«Его творец прикован к каторжному ядру равновесия ради жизни и денег; его падения ожидают; его спуск опасен, его поворот нелегок; его вид некрасив; его полет – полет мухи в бутылке: ни остановиться, ни парить; оглушительный шум, атмосфера завода, хлопотливый труд; сотни калек, трупов, и это – полет?… Немного надо было бы мне, чтобы доказать вам, как несовершенны и как грубы те аппараты, которыми вы с таким трудом и опасностью пашете воздух, к ним прицепясь, ибо движутся лишь аппараты, не вы сами; как ловко было бы ходить в железных штанах, плавать на бревне и спать на дереве, так – в отношении к истинному полету – происходит ваше летание. Оно – сами вы. Наилучший аппарат должен быть послушен, как легкая одежда при беге; в любой момент в любом направлении и с любой скоростью, – вот чего следует вам добиться. Рассчитывая поговорить долее, я встретил нетерпимость и издевательство; поэтому, не касаясь более технических суеверий ваших, перейдем к опыту».

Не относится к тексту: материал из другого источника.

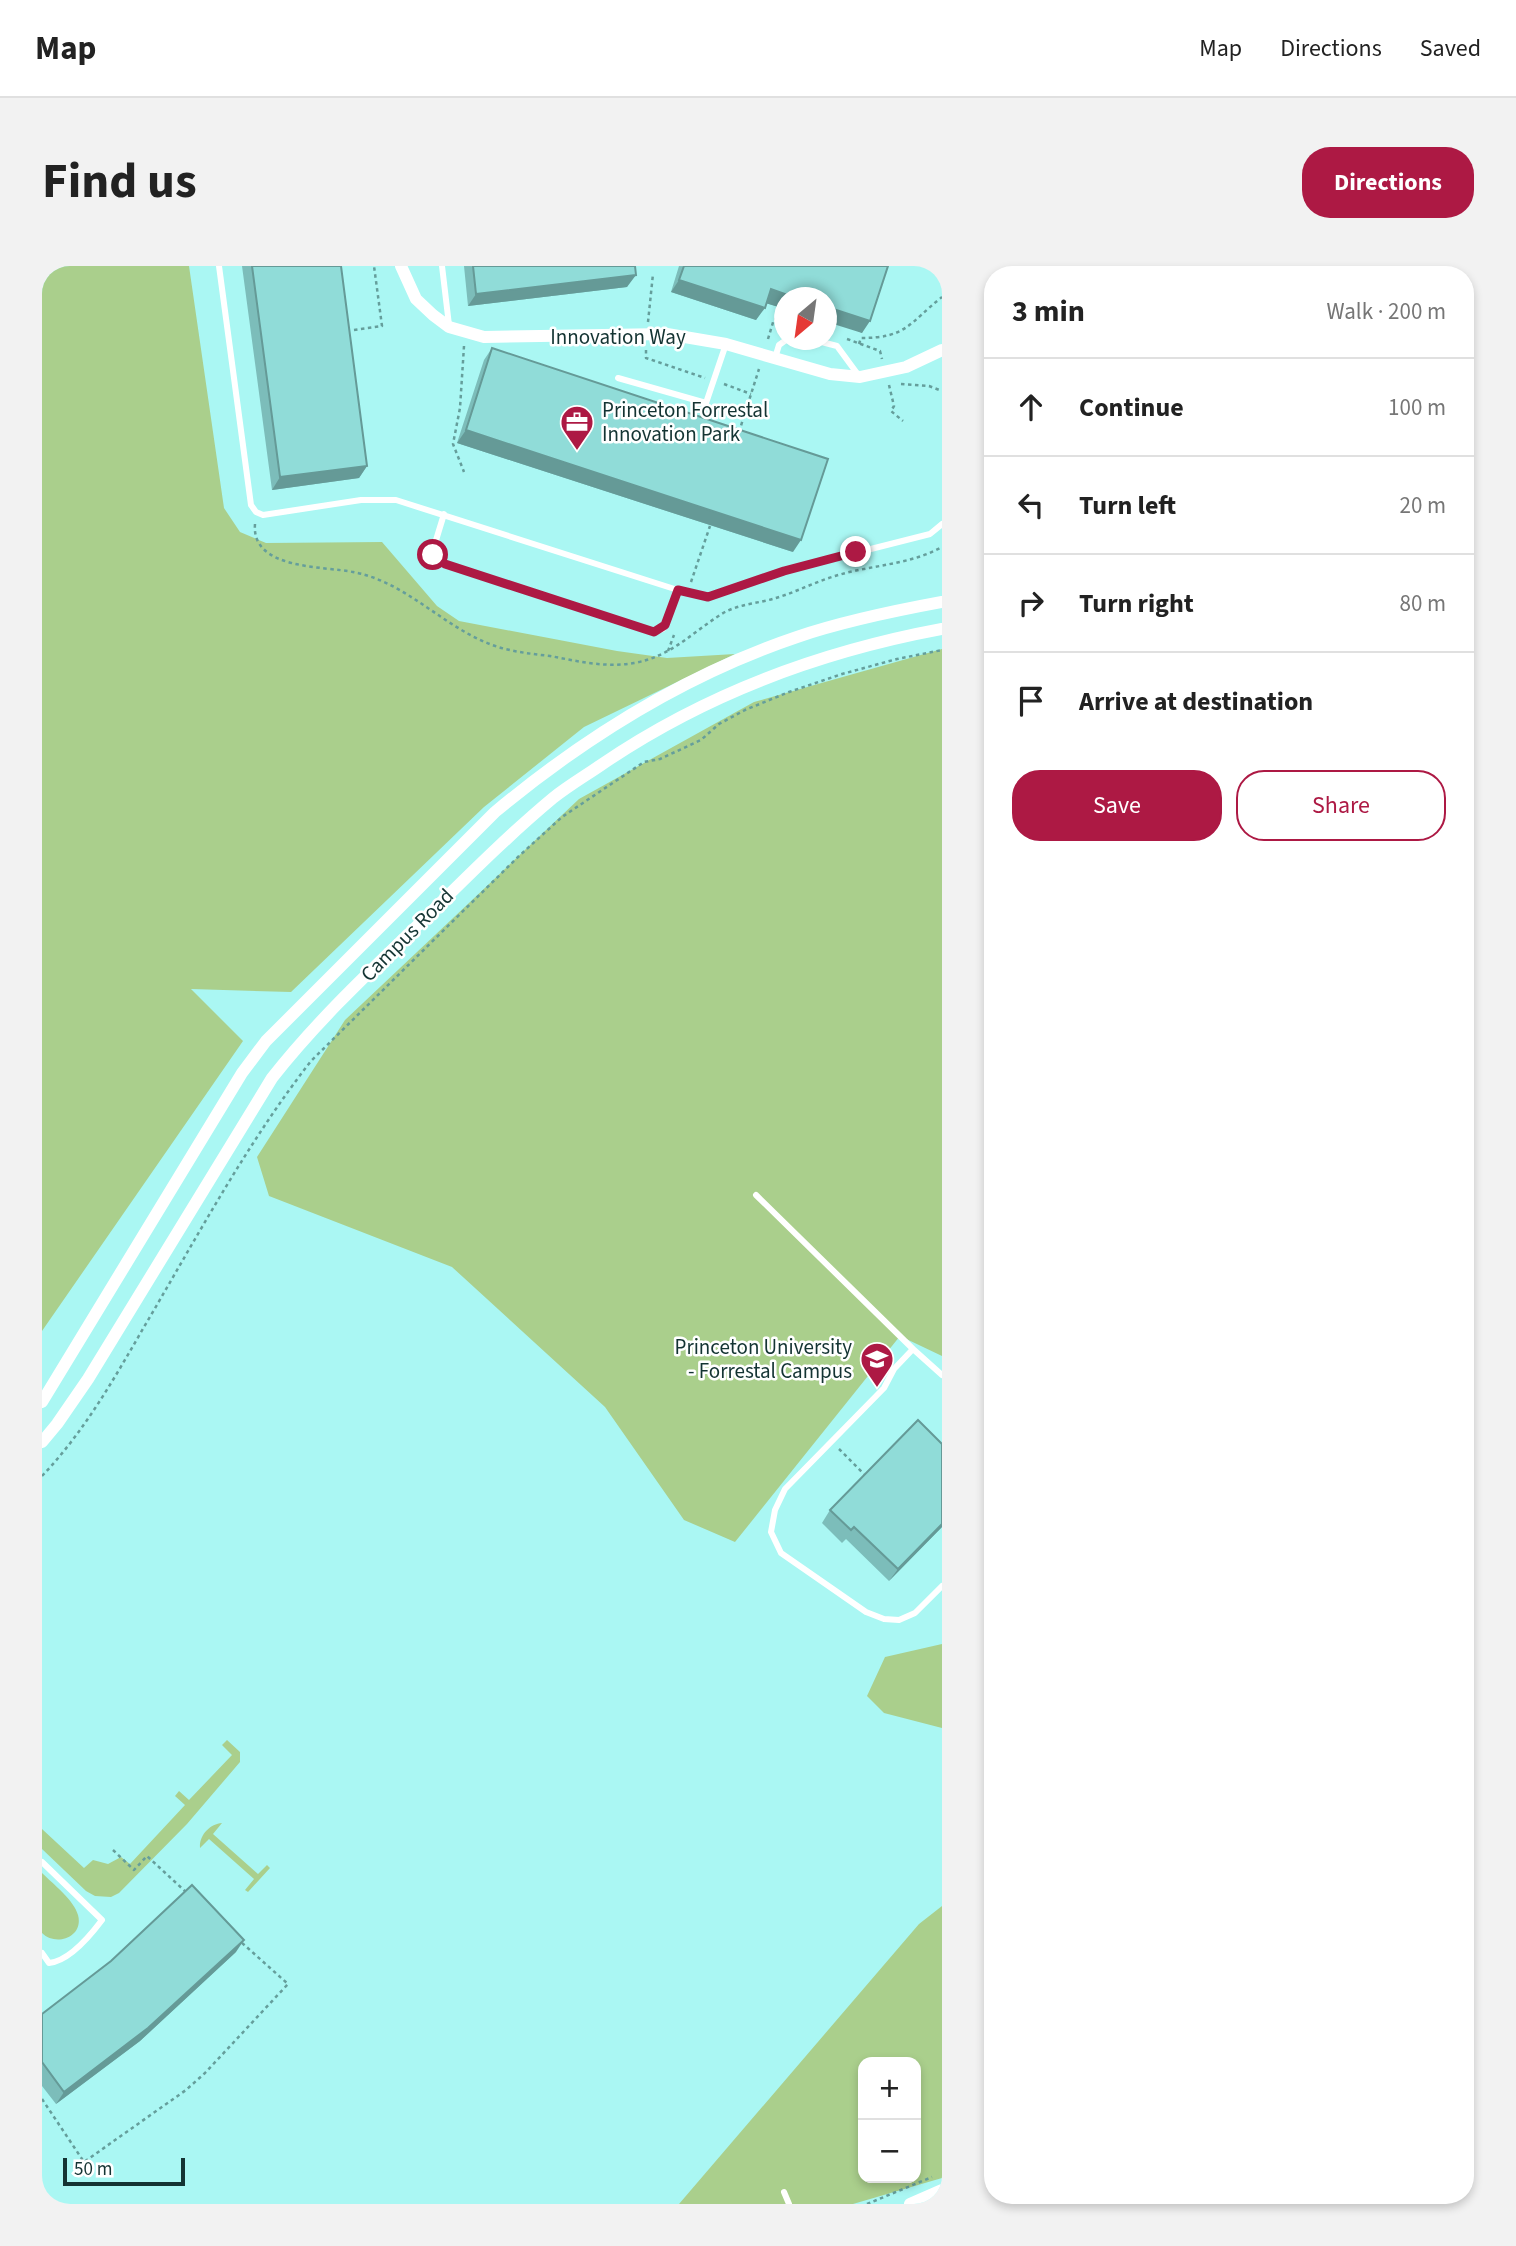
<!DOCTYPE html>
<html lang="en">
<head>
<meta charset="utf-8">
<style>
  :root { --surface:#fff; --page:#f2f2f2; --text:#222; --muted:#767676; --line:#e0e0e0; --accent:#ad1944 }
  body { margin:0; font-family:"Source Sans 3",sans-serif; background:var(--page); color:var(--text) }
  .controls { position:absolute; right:21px; bottom:21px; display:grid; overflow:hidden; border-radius:14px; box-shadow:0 4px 10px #0003 }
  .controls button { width:63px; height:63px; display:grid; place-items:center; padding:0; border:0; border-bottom:2px solid var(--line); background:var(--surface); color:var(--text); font:35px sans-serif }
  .compass { position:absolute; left:732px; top:21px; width:63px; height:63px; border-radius:50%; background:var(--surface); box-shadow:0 4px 10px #0003; rotate:209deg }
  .scale { position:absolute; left:21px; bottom:18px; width:122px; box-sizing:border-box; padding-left:7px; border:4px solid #143433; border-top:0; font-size:19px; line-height:24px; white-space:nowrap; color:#143433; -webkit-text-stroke:5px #fff; paint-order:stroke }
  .stop { position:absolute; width:21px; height:21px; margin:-16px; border:5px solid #ad1944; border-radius:50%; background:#fff }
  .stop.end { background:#ad1944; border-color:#fff; box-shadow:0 2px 7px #0008 }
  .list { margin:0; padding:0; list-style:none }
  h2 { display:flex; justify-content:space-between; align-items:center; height:91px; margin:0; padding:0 28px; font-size:30px }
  h2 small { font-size:23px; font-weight:400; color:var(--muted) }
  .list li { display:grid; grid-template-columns:46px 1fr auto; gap:21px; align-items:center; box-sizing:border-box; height:98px; padding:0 28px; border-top:2px solid var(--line) }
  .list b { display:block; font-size:26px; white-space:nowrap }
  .list em { font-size:23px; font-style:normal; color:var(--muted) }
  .actions { display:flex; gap:14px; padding:21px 28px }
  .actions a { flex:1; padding:16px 0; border:2px solid var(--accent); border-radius:28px; text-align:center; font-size:24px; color:var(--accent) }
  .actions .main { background:var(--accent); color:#fff }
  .icon { flex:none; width:38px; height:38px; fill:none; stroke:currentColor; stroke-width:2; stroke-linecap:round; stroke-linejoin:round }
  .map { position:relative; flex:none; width:900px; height:1938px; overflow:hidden; border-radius:28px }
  header { display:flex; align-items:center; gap:42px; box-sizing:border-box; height:98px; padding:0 35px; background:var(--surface); border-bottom:2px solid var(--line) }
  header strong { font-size:33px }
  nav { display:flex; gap:38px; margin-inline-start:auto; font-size:24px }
  .intro { display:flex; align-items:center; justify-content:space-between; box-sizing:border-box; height:168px; padding:0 42px }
  h1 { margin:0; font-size:49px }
  .button { padding:18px 32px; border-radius:28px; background:var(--accent); color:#fff; font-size:24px; font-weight:700 }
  main { display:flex; gap:42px; padding:0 42px }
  aside { flex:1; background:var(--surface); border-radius:28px; box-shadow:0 4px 10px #0003 }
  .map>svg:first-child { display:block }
  .green { fill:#aacf8c; fill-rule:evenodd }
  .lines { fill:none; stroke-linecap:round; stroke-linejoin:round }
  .path { stroke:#659e9b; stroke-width:2.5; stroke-dasharray:3.5 3.5; stroke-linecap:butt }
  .service { stroke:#fff; stroke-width:6 }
  .minor { stroke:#fff; stroke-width:12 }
  .wall { fill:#7cbdba }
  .shaded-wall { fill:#659a97 }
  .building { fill:#90dcd8; stroke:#659a97; stroke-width:2 }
  .route { stroke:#ad1944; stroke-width:9 }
  .labels { text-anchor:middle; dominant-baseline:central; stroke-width:5; stroke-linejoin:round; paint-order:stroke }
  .street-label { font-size:21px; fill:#143433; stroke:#fff }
  .poi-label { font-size:21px; fill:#143433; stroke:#fff; text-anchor:start }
</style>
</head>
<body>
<header>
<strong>Map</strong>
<nav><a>Map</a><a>Directions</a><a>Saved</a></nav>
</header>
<div class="intro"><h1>Find us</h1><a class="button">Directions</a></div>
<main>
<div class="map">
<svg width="900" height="1938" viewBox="0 0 900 1938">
  <rect width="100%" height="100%" fill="#aaf7f3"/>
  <path class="green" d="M0 0H147L182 242 198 266 224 277 340 276 395 340 417 355 575 385 625 392 693 388 542 461 442 541 249 726 149 723 201 775 0 1065Z
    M900 383V1090L858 1070 693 1276 642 1254 563 1141 410 1001 227 930 215 891 303 754 537 533 712 436Z
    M900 1378V1462L842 1447 825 1430 843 1391Z
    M185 1474 198 1486V1496L145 1558 77 1627 69 1631 53 1630 44 1625 0 1583V1563L42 1602 51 1594 66 1598 79 1591 88 1598 143 1539 133 1530 137 1525 147 1534 190 1489 180 1479Z
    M180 1557 171 1568 216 1608 225 1599 228 1602 206 1626 203 1624 212 1613 167 1573 158 1582C157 1569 168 1558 180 1557Z
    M0 1607C11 1618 32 1634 36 1649 42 1671 14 1681 0 1667Z
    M900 1640V1912L811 1938H637L877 1658ZM821 1796H874V1912H821Z"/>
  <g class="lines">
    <path class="path" d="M606 56 611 8
      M312 64 340 60 332 0
      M726 73 732 53 743 55
      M805 73 838 85 840 93
      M817 78 819 72C865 72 867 57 900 31
      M422 80 418 142 411 178 422 206
      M604 84V92L663 112
      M682 118 709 128
      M859 118 887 120 900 125
      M847 119 852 140 849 145 861 155
      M697 166 717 103
      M213 258C209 304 282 300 311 306 366 316 403 364 456 381 473 386 490 388 508 390 535 395 563 402 592 397 631 390 651 365 683 346 698 338 718 337 734 332 754 326 773 316 793 310 828 299 868 299 900 281
      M649 316 668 260
      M626 385 632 369
      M797 1183 822 1208
      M0 1210C42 1166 72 1113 102 1061 155 971 205 877 269 795L477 590 520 551 602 496 618 493 659 474 677 458 703 444 747 426 800 408 855 393 900 384
      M71 1584 92 1604 105 1590 145 1627
      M0 1833 42 1896 144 1824 163 1807 246 1718 199 1676
      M825 1938 890 1911"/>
    <path class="service" d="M177 0 209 239 214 246 221 249 319 234H354L642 326 666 331 675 329 742 305 888 268 900 258
      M400 0 407 59
      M772 74 795 80 817 110
      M733 92 737 79 744 74
      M576 112 664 137 684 78
      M402 248 391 284V289L397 295 603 364 612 366 621 363 636 324
      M714 929 871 1083
      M900 1109 871 1083 852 1103 842 1122 743 1223 733 1244 729 1266 739 1287 824 1346 842 1353 857 1354 873 1347 900 1320
      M0 1596 60 1654C48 1670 27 1695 7 1697L0 1687
      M742 1926 747 1938"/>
    <path class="minor" d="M359 0 374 33 391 49 407 61 442 71 625 68 684 78 788 108 818 111 864 101 900 84
      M0 1136 200 807 224 775 453 546C542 472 645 408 755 371 802 355 851 345 900 336
      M0 1176 15 1158 46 1113 230 812C274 756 325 708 376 659 420 616 463 572 511 532 526 520 543 510 559 499 663 428 776 386 900 363
      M868 1938 900 1924"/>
  </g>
  <path class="wall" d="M200 0H299L325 200 317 212 230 224Z
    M422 0H593L585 21 426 40Z
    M637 0H846L820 67 743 32V43L724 37 714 54 629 26Z
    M450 82 751 286 415 177 442 94Z
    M900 1178V1261L847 1315 804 1273 800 1277 780 1257 788 1244Z
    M194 1686 98 1775 14 1838 0 1820V1748Z"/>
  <path class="shaded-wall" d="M594 9 585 21 426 40 434 28Z
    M637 14 723 42 714 54 629 26Z
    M729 23 754 32H743V43L720 36Z
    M785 41 828 55 820 67 785 56Z
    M424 164 759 274 751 286 415 177Z
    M325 200 317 212 230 224 238 211Z
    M900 1258V1261L847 1315 856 1303Z
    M202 1674 194 1686 98 1775 14 1838 22 1826Z"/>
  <path class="building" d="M210 0H299L325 200 238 211Z
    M431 0H593L594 9 434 28Z
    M642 0H846L828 55 785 41V32H754L729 23 723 42 637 14Z
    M450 82 786 193 759 274 424 164Z
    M876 1154 900 1178V1258L856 1303 812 1261 809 1264 788 1244Z
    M150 1619 202 1674 106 1762 22 1826 0 1796V1748L69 1695Z"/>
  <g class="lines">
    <path class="route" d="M391 289 403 298 612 366 623 359 636 324 666 331 742 305 814 286"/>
  </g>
  <defs>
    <symbol id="office-pin" viewBox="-11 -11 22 30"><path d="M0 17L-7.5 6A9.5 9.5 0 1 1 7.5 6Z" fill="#ad1944" stroke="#fff"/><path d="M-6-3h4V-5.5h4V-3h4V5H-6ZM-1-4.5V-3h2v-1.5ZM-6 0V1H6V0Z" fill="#fff"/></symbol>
    <symbol id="university-pin" viewBox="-11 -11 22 30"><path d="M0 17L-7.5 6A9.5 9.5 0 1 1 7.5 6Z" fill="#ad1944" stroke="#fff"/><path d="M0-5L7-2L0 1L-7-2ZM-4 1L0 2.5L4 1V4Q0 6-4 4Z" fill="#fff"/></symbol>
  </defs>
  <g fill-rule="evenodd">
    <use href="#office-pin" x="516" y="137" width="38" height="52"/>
    <use href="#university-pin" x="816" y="1074" width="38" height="52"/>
  </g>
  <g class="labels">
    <g class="street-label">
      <text x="576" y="71">Innovation Way</text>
      <text transform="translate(365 669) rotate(-45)">Campus Road</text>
    </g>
    <g class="poi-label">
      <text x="560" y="144">Princeton Forrestal<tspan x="560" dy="24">Innovation Park</tspan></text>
      <text x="810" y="1081" text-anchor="end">Princeton University<tspan x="810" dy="24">- Forrestal Campus</tspan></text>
    </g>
  </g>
</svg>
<div class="controls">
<button>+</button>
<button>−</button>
</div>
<svg class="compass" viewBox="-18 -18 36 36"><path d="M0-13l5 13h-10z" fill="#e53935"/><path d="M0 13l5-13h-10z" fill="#767676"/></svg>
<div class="scale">50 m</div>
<div class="stop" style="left:391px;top:289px"></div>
<div class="stop end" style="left:814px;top:286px"></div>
</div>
<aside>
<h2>3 min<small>Walk · 200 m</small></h2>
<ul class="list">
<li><svg class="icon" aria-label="ahead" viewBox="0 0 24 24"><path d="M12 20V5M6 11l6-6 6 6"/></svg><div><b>Continue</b></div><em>100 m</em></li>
<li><svg class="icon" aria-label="left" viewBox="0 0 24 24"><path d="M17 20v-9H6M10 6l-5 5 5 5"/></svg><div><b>Turn left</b></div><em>20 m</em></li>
<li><svg class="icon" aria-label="right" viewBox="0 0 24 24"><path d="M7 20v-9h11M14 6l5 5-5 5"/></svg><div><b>Turn right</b></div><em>80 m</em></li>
<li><svg class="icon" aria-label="arrive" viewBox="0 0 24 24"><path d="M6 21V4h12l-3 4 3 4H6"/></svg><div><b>Arrive at destination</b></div></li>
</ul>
<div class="actions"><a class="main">Save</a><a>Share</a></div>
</aside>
</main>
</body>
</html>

Этот опыт касается не только и не столько летательного аппарата Крукса, который должен преодолеть притяжение земли за счет мелодичного звона четырех тысяч колокольчиков (Друду, понятно, вообще аппаратов не надо), это – испытание собравшейся на летном поле толпы: найдется ли в ней хотя бы один человек, кто в Крукса-Друда и его машину поверит. Хоть один не жирный гусь.
Он находится. Но только один. Это – Тави, которая кричит: «Я! Я! Я!» – так же, как кричала Ассоль, завидев корабль с алыми парусами, и за этот крик и свою веру Тави получает в награду счастье, проплывшее мимо Руны: она превращается из гусеницы в бабочку, а вернее в птицу и улетает с Круксом в «блистающий мир».
Тема летящего вне самолета человека была для Грина важна еще с дореволюционных пор. О полетах тогда писали многие – Леонид Андреев, Блок, Куприн. Последний даже сам летал и едва не погиб. Летали поэт-футурист Василий Каменский и писатель-реалист И. С. Соколов-Микитов. Авиация поражала воображение людей начала XX века. Они видели в ней гораздо большее, чем достижение научного прогресса. Но, пожалуй, никого из русских писателей сама возможность оторваться от земли и полететь не потрясла и лично не задела так сильно, как Грина. Вера Павловна Калицкая вспоминает, что еще в 1910 году, когда они ходили с Александром Степановичем на авиационную неделю, проводившуюся в окрестностях Петербурга, Грин, в отличие от большинства посетителей салона, был глубоко разочарован и возмущен видом тогдашних самолетов.[283]
Он возненавидел авиационную технику ревностью оскорбленного любовника неба. Он искренне верил и хотел, чтобы человек летал сам и воспринимал самолеты как нечто враждебное и не расставался с этим чувством ни в тридцать лет, ни в сорок пять. В своей прозе он с поразительным удовольствием писал о катастрофах самолетов, издевался над «знаменитостями воздуха», в рассказе «Тяжелый воздух» назвал самолет «трагическим усилием человеческой воли, созданием из пота, крови и слез», а в романе «Джесси и Моргиана» один из героев роняет фразу, чем-то напоминающую порыв Друда погасить все маяки: смерть авиатора «не трагична, а лишь травматична. Это не более, как поломка машины».
Именно это так огорчило уже упоминавшуюся Наталью Метелеву и заставило ее написать: «С упрямством, достойным любого ребенка, Грин кричит свое „хочу!“ следующие 20 лет, начиная с рассказа „Летчик Киршин“, где летчик и машина погибают от столкновения с детским воздушным шариком. Это не случайный образ. Это ответ на посягательство всего человечества на чистоту неба, в облаках которого А. Грин мог позволить парить только птицам и своей Мечте. Это романтический протест хиппи против цивилизации».[284]
Идея уподобления Грина хиппи, высказанная Метелевой, кажется довольно проницательной. Тут, по-видимому, не что иное, как еще один пример опережения им своего времени, очередное «точное попадание в ничто», как выразился бы академик Зелинский. Не даром в «Дьяволе оранжевых вод» один герой Грина говорил другому: «Люди страшны, человек бесчеловечен. Бесчисленные, жестокие шутники злой жизни ждут нас. Вернемтесь. Купим, или украдем ружья и, при первой возможности, уйдем от людей. В тихом одичании пройдут года, в памяти изгладятся те времена, когда мы были среди людей, боялись их, любили или ненавидели, и даже лица их забудутся нам. Мы будем всем тем, что окружает нас – травой, деревьями, цветами, зверями. В строгости мудрой природы легко почувствует себя освобожденная от людей душа, и небо благословит нас – чистое небо пустыни».